I've spun at least 30 times and have 71k, spent no donuts. I only need Claus Co., but I'm going spin until I win it. No donuts until the last days of this event.

Congrats I've convinced myself not to spend any donuts on the wheel and be thankful for whatever I do get from my daily spins. So far a few lights I didn't get last year and almost all the snow men, with the mr plow skin being the hilight. I'm loving this update!

Happy, happy, joy, joy for you! Perhaps tonight's the night all our luck will begin to change for the better. I just won Helter Shelter and 5 donuts on the Krusty Land balloon pop game. Lol, MissGrafin, you are our good luck charm, yes? Maybe? Hopefully?

Me too!! Finally managed to manipulate the wheel to spin where I want. Have been trying it for forever but could never quite get it to work till today.

Me too!! Finally managed to manipulate the wheel to spin where I want. Have been trying it for forever but could never quite get it to work till today.

How did you manipulate it? I've tried, but no matter what, it keeps landing on the money between the only two items I need (Yeti and Helter Shelter).

I just need Claus Co too but I'm not spending cash on donuts just to see them wasted. My last 8 spins have hit one of the three cash prizes. If Claus Co is offered for donuts then I might buy it but I suspect that the rigged wheel will make sure everyone has it by 7 Jan. Happy Christmas. :thumbup:

Awesome news for those who have completed! To those still waiting, good luck!!

I'll be honest, the donuts where spent before I realized that for every 1K after 30K and how easy it was to get a couple K a day that I jumped the proverbial gun..

I collected 17 spin tokens and then used them all at once.
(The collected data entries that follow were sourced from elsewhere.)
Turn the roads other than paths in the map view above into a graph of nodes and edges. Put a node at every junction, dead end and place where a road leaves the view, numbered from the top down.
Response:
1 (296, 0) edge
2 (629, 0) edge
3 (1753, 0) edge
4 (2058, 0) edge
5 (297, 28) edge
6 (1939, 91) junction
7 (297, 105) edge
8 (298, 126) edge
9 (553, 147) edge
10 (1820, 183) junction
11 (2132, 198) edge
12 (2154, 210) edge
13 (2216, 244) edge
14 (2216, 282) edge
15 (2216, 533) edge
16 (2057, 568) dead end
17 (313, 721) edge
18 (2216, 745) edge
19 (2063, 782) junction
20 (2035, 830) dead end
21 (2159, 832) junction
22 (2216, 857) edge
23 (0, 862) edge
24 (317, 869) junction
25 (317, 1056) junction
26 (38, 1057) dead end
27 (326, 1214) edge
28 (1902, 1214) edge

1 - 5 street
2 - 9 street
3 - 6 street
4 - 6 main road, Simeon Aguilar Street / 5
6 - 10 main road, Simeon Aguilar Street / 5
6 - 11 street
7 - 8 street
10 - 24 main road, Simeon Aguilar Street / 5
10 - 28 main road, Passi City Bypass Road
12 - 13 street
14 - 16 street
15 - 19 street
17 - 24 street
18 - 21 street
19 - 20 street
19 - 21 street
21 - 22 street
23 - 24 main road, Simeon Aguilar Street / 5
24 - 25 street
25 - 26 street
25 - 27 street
There were a few people claiming that the wheel isn't rigged, so I wanted to test that hypothesis.

The current state of my wheel has 3 spaces each containing a $1000 prize. Suppose the null hypothesis is that each of the 10 spaces is equally likely to be stopped on; i.e., there is a probability of p = 0.3 of getting the $1000 prize for any single turn. Then the alternative hypothesis is that the wheel is biased in some way, say p > 0.3 of getting the $1000 prize.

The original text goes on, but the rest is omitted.